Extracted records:

*****

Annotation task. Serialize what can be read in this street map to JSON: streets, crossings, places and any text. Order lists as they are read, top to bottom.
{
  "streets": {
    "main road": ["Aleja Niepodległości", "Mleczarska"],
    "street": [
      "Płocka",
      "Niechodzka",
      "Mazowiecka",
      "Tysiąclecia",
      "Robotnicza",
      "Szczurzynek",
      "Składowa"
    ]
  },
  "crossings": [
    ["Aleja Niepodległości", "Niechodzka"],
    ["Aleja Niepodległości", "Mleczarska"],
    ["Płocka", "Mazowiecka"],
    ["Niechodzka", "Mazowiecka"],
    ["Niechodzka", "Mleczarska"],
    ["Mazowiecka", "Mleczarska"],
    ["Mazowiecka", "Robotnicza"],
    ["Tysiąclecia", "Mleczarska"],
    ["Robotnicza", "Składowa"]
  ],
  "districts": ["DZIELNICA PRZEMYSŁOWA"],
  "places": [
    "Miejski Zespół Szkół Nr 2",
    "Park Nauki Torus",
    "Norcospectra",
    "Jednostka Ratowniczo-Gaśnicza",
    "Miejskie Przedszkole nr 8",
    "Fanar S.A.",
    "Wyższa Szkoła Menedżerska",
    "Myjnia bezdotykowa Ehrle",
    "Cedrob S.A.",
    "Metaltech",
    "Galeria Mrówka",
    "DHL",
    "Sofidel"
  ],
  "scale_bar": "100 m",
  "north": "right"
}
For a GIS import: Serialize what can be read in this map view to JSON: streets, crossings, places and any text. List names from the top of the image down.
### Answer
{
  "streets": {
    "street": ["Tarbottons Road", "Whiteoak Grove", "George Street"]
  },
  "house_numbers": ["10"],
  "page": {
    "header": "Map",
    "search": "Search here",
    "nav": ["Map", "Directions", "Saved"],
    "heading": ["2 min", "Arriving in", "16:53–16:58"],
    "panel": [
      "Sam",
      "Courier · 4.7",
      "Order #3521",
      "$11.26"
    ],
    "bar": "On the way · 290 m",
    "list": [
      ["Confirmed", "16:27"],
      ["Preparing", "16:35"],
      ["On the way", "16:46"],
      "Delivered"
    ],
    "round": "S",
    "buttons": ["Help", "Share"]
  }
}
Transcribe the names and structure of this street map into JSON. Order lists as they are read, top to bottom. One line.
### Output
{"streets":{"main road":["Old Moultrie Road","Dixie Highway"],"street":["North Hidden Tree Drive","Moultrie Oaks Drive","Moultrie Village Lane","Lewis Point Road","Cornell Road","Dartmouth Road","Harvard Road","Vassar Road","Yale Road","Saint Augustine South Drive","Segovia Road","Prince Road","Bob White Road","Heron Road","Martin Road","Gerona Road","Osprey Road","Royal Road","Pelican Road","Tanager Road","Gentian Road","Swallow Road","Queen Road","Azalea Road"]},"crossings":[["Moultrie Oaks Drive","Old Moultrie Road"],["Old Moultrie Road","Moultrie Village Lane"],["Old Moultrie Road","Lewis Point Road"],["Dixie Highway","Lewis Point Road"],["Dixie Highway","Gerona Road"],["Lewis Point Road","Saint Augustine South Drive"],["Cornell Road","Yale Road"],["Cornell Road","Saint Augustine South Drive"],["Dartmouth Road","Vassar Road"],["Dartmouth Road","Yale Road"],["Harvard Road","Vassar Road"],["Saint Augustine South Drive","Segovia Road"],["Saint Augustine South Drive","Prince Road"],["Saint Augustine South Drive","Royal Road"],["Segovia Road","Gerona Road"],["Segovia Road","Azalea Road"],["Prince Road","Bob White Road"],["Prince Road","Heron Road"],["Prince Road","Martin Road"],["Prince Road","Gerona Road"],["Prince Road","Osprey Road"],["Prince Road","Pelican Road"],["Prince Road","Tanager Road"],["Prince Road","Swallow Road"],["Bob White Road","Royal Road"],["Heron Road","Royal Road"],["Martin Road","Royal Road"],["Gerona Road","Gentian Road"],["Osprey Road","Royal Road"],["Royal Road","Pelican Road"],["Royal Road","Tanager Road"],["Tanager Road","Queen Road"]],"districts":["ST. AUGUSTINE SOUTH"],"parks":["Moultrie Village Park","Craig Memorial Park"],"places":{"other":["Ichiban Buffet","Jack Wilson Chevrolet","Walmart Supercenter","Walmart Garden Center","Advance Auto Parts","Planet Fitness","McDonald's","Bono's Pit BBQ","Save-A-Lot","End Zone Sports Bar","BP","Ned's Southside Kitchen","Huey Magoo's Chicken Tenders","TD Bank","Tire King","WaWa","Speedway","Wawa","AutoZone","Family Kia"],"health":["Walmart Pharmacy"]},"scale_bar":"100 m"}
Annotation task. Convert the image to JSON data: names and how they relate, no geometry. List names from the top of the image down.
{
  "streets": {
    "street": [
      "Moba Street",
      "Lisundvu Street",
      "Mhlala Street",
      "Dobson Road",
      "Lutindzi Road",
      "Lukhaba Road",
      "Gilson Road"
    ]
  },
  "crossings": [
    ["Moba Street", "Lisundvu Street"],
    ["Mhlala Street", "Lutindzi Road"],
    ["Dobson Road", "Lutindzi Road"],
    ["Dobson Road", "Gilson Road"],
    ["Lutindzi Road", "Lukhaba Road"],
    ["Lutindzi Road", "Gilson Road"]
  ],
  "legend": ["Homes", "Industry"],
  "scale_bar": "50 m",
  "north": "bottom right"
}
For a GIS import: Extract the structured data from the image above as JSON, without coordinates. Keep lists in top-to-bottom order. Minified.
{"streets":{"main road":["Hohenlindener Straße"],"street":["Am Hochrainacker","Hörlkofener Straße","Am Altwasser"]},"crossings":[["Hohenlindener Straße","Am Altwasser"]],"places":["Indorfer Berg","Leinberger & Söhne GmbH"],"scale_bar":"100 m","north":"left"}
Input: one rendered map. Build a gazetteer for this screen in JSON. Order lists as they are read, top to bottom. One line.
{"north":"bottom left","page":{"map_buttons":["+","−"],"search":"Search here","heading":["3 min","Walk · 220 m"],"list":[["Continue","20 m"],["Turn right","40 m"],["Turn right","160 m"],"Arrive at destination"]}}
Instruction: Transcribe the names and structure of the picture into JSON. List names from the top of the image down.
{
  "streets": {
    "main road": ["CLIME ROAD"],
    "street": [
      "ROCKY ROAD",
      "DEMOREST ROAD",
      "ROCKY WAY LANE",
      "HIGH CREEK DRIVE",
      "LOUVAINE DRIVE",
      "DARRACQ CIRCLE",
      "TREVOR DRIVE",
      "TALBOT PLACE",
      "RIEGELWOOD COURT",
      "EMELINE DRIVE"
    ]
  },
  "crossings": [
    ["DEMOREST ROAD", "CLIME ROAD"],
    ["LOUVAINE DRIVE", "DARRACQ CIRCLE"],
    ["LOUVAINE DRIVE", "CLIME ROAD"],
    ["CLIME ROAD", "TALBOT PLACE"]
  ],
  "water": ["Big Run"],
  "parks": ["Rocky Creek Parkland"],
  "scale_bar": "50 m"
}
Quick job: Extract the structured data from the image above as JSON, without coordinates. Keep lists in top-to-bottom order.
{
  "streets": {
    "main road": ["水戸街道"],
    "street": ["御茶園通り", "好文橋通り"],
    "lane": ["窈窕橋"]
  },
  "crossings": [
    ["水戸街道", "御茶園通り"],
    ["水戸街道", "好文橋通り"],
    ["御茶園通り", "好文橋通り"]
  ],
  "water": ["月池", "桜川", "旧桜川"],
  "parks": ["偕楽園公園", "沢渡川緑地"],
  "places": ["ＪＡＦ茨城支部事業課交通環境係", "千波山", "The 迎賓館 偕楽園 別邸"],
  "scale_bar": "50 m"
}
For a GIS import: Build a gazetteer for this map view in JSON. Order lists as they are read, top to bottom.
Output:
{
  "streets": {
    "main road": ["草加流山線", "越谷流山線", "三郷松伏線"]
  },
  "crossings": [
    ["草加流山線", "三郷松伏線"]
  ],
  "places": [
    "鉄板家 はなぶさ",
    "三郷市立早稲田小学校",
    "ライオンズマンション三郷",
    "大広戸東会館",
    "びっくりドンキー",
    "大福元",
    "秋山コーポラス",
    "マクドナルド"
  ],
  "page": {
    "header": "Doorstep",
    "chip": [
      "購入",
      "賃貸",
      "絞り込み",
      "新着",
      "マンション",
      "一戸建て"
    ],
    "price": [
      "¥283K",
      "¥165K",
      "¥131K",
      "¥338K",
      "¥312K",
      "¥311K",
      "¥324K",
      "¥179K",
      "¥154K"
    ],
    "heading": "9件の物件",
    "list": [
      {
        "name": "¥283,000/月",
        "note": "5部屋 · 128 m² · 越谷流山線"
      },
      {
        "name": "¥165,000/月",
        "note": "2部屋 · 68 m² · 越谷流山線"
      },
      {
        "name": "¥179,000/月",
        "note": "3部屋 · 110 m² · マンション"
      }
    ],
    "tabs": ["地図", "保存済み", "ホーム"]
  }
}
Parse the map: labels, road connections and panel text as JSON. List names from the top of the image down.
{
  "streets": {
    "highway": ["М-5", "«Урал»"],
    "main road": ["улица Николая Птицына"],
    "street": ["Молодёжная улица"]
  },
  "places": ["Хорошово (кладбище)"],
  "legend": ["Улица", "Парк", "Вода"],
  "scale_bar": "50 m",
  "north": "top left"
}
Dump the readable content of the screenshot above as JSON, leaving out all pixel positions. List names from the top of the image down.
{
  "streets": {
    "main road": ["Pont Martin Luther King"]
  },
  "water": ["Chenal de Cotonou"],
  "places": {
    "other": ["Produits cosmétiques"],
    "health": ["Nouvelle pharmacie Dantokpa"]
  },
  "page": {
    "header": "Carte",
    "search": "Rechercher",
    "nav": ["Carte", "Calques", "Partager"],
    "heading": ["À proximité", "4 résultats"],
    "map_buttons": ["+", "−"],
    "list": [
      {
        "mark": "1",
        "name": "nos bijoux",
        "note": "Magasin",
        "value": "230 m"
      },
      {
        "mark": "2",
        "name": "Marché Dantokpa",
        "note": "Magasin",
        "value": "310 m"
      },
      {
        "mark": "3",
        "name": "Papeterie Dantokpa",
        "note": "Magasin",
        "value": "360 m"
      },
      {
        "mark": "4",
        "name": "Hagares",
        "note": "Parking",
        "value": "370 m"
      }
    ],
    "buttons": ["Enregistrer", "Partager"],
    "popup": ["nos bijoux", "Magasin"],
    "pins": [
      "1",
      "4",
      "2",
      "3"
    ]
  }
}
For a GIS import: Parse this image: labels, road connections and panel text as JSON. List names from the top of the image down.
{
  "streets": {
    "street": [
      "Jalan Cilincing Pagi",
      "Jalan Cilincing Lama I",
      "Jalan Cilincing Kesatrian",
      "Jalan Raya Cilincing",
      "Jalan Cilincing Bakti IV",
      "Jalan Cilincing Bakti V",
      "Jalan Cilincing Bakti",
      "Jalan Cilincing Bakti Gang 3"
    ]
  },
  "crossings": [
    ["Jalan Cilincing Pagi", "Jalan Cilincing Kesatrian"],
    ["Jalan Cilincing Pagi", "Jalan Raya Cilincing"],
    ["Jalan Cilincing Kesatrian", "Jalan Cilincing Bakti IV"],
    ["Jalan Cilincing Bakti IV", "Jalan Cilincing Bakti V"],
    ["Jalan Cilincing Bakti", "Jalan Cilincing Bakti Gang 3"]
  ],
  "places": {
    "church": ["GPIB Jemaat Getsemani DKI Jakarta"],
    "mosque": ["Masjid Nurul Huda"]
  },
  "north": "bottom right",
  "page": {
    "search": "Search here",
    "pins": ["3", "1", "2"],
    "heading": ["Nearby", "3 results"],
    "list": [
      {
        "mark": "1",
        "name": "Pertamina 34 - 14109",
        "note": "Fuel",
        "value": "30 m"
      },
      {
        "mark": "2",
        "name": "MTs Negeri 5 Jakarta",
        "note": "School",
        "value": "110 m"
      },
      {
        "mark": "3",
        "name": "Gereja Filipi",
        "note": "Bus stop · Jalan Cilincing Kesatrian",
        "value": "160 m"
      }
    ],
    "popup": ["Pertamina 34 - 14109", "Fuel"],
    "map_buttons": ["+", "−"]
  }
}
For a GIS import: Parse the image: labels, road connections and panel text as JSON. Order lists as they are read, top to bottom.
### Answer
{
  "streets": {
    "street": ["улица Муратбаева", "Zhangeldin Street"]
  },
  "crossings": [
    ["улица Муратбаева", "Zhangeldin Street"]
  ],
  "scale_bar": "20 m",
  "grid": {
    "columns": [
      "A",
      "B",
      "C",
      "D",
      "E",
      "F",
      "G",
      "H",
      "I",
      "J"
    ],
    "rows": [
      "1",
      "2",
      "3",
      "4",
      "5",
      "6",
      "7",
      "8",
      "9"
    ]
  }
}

*****

# Brief
Above are the lines; repeat exactly the ones from the line containing "Quick job: Extract" down to the line containing "For a GIS import: Build", both inclusive.

# Task result
Quick job: Extract the structured data from the image above as JSON, without coordinates. Keep lists in top-to-bottom order.
{
  "streets": {
    "main road": ["水戸街道"],
    "street": ["御茶園通り", "好文橋通り"],
    "lane": ["窈窕橋"]
  },
  "crossings": [
    ["水戸街道", "御茶園通り"],
    ["水戸街道", "好文橋通り"],
    ["御茶園通り", "好文橋通り"]
  ],
  "water": ["月池", "桜川", "旧桜川"],
  "parks": ["偕楽園公園", "沢渡川緑地"],
  "places": ["ＪＡＦ茨城支部事業課交通環境係", "千波山", "The 迎賓館 偕楽園 別邸"],
  "scale_bar": "50 m"
}
For a GIS import: Build a gazetteer for this map view in JSON. Order lists as they are read, top to bottom.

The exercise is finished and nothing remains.